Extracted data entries
################

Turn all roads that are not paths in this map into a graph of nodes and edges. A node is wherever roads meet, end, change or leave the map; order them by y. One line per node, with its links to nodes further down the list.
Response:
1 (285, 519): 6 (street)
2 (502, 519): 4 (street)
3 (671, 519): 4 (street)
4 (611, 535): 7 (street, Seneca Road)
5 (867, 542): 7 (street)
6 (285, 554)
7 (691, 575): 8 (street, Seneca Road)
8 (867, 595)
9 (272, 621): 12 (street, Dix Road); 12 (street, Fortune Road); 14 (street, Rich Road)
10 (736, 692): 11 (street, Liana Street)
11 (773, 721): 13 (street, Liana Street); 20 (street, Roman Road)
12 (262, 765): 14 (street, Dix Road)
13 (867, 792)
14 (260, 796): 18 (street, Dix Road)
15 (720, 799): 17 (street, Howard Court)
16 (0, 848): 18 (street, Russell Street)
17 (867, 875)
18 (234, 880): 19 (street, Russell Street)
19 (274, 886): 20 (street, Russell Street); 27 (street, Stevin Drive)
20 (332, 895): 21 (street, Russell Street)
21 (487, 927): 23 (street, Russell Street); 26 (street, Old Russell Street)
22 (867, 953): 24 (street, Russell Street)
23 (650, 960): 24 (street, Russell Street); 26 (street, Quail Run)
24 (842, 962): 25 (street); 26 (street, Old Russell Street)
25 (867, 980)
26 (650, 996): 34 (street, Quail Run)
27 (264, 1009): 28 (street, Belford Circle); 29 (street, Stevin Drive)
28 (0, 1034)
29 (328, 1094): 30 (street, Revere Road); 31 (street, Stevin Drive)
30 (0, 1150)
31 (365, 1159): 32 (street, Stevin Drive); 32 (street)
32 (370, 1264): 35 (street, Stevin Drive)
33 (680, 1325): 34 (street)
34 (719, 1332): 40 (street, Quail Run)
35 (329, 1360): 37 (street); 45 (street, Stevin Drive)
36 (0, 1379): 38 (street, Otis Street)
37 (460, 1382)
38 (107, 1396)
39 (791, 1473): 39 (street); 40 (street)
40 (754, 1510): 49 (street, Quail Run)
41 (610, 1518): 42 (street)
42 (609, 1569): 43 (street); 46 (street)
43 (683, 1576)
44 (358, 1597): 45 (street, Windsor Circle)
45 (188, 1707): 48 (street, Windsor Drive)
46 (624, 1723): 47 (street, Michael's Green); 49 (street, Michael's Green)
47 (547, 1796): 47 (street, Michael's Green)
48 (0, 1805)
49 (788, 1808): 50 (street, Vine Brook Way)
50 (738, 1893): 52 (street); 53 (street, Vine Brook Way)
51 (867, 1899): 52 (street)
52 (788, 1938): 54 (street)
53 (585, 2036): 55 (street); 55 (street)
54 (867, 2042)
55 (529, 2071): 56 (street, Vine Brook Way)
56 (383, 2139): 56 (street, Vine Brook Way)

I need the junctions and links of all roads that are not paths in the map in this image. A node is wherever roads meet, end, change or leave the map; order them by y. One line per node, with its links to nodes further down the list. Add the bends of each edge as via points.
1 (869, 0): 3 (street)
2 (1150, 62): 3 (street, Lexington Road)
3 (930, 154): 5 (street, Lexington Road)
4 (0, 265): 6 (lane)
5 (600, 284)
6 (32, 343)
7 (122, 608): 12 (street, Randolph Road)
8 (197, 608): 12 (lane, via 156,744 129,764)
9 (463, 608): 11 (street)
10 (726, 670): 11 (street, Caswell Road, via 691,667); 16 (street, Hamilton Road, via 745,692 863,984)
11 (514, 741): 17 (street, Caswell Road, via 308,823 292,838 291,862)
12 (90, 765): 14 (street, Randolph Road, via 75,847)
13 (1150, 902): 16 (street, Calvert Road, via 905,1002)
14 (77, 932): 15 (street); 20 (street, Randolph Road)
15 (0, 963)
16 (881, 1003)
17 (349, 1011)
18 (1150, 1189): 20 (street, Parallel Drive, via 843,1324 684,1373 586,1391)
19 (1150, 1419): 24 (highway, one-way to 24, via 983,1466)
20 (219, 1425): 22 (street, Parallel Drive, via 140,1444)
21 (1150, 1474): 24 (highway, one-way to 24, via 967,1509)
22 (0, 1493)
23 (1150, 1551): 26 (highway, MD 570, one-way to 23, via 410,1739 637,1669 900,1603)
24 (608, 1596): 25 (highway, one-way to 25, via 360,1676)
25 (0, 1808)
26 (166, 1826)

################

- **YOUR ASSIGNMENT**: Which of the lines above include the word "Parallel"? List those lines.

- **EXERCISE RESULT**:
18 (1150, 1189): 20 (street, Parallel Drive, via 843,1324 684,1373 586,1391)
20 (219, 1425): 22 (street, Parallel Drive, via 140,1444)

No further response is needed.